= Task directions =
A single number is the answer: the count of lines in the records that hold the word "NAUGLER".

= Supplied data =

§ §

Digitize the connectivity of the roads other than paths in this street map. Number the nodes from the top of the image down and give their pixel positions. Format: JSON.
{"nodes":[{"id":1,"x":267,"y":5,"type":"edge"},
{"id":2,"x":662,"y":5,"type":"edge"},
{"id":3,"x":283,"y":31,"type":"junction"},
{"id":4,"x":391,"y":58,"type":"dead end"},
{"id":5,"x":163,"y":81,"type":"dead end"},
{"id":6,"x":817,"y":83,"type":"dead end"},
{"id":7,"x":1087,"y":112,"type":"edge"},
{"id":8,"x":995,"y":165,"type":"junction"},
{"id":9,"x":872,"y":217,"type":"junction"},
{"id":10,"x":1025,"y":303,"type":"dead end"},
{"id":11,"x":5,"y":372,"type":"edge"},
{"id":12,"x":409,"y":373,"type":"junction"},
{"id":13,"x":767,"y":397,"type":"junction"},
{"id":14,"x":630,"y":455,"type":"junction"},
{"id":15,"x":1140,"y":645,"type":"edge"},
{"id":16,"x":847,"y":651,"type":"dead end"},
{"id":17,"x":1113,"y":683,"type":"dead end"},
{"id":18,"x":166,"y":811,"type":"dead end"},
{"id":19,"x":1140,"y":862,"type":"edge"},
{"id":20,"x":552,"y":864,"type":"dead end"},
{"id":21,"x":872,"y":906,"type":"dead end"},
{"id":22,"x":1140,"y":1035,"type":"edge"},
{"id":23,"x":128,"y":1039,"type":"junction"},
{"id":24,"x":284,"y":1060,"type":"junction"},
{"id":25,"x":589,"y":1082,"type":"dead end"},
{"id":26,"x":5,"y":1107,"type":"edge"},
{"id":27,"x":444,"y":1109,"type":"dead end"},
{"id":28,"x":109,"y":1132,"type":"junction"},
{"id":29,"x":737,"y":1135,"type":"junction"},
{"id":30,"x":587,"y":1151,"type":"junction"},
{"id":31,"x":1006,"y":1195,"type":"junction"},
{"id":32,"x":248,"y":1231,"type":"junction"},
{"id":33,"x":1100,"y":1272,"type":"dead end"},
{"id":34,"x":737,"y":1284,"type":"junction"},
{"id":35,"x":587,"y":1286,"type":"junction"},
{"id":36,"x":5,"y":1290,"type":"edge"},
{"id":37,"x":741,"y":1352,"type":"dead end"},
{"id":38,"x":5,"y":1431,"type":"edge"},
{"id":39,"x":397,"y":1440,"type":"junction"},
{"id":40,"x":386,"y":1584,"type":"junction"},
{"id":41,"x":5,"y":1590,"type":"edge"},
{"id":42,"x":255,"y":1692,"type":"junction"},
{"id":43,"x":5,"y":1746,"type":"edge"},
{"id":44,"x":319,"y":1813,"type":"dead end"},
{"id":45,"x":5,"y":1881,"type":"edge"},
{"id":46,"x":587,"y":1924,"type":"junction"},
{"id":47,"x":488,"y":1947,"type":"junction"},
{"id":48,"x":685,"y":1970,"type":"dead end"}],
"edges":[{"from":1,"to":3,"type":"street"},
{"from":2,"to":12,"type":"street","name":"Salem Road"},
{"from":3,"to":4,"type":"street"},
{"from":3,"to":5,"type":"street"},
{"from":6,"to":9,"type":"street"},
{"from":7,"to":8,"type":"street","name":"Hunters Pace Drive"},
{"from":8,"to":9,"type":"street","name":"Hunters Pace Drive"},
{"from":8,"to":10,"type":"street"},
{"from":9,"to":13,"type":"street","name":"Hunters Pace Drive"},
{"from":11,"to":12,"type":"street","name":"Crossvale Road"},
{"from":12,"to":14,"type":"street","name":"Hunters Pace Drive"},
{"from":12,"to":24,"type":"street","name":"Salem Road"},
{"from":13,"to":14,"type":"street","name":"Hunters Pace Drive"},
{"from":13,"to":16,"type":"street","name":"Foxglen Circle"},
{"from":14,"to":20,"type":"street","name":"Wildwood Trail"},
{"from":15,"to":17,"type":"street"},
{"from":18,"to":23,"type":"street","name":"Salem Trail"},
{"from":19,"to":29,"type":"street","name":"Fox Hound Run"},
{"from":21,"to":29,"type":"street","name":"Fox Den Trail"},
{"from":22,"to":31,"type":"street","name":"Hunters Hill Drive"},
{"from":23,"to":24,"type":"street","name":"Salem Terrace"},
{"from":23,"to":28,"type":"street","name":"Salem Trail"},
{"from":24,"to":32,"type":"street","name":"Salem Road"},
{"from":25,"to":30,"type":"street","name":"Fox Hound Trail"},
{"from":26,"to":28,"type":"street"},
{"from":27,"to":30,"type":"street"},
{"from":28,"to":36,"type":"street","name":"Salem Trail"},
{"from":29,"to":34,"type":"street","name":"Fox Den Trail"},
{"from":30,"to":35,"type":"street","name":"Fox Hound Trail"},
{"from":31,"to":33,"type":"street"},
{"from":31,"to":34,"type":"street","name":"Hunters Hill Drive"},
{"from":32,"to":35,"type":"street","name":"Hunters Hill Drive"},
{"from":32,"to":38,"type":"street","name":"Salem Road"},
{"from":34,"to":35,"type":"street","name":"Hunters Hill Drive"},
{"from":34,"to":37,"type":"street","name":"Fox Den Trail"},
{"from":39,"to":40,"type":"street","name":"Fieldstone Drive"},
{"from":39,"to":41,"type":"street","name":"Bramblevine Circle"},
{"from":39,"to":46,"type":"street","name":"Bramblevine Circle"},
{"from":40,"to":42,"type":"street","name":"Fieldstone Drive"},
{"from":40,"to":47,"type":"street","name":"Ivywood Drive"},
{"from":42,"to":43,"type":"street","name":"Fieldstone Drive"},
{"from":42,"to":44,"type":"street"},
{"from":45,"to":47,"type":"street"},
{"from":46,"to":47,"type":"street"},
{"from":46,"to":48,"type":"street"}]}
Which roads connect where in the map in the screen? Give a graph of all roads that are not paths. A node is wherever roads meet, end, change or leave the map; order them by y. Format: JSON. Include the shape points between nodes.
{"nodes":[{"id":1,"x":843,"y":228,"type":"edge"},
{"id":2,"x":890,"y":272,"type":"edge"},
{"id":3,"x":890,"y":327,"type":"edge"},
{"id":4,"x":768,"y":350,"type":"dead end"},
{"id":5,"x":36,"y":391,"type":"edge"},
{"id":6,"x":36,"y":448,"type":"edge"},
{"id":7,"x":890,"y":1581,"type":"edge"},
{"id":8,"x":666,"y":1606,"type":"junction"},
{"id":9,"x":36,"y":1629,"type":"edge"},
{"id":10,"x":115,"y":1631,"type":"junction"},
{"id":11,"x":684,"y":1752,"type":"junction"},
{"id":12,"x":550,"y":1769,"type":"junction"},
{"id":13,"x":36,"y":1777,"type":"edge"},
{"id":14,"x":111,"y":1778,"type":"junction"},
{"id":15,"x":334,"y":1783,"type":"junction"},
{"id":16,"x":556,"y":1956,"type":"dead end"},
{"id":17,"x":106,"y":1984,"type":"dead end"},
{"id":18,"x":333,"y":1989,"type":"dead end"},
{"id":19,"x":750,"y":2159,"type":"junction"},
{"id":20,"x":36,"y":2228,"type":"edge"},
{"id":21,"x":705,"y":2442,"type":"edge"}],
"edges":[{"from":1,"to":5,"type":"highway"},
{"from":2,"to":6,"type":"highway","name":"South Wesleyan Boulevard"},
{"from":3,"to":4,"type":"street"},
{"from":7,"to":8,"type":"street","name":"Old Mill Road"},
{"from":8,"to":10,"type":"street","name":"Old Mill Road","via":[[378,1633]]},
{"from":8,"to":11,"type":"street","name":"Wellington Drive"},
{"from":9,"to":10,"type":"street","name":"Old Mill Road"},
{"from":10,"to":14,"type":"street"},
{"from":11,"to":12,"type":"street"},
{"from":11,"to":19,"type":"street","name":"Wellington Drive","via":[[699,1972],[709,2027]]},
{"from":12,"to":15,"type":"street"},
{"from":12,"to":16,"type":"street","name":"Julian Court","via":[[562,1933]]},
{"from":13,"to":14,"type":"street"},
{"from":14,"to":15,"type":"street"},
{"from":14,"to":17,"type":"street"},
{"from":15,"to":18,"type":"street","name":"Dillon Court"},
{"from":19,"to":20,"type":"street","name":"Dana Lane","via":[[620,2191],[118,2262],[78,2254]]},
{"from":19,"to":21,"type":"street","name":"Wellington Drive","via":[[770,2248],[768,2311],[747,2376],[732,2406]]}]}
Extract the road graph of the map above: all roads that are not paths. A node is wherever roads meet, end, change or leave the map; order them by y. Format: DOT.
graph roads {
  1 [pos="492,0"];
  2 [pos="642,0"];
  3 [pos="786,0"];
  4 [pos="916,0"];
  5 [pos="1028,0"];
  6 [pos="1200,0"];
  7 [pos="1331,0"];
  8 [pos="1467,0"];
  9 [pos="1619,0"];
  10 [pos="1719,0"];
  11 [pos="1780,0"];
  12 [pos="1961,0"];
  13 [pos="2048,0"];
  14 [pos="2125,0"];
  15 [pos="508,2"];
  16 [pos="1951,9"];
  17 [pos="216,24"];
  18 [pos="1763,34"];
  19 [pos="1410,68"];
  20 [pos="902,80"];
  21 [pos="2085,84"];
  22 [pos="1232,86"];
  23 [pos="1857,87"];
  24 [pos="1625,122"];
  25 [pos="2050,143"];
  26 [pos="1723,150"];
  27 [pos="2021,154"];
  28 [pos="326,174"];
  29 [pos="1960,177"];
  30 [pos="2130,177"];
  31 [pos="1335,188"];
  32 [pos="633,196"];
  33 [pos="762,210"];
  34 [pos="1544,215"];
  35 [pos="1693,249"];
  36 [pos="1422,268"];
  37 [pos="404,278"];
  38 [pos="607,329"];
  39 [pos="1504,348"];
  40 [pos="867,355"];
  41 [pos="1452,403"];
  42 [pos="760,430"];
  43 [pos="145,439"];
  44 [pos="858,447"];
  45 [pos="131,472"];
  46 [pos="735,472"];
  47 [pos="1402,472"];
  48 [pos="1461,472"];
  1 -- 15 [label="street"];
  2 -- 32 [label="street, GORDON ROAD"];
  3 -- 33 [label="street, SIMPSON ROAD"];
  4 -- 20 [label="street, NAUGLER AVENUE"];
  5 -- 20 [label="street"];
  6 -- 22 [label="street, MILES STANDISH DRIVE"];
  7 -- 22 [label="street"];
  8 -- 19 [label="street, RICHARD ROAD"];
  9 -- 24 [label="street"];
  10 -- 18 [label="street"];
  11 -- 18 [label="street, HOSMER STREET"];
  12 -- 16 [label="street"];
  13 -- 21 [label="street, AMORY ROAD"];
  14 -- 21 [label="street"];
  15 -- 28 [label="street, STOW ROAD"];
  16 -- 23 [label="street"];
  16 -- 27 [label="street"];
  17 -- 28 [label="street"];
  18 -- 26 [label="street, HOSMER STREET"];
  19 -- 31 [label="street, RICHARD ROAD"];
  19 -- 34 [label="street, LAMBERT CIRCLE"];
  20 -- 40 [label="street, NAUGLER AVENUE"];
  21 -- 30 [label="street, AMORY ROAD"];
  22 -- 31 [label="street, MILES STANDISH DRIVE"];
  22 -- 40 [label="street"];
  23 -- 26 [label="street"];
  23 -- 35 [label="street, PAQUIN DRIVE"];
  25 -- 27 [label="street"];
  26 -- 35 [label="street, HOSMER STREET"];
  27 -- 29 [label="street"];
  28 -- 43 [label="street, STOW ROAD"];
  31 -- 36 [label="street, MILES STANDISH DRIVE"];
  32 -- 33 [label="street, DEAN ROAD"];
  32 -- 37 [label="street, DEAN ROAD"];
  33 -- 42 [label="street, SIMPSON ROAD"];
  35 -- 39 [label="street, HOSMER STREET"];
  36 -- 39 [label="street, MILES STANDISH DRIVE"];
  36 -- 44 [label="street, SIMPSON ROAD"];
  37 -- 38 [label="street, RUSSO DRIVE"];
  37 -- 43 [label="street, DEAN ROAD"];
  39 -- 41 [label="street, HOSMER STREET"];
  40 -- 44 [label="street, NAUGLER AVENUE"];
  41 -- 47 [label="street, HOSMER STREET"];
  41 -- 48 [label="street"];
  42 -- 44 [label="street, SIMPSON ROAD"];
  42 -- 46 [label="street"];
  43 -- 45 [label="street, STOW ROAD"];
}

§ §

= Expected answer =
3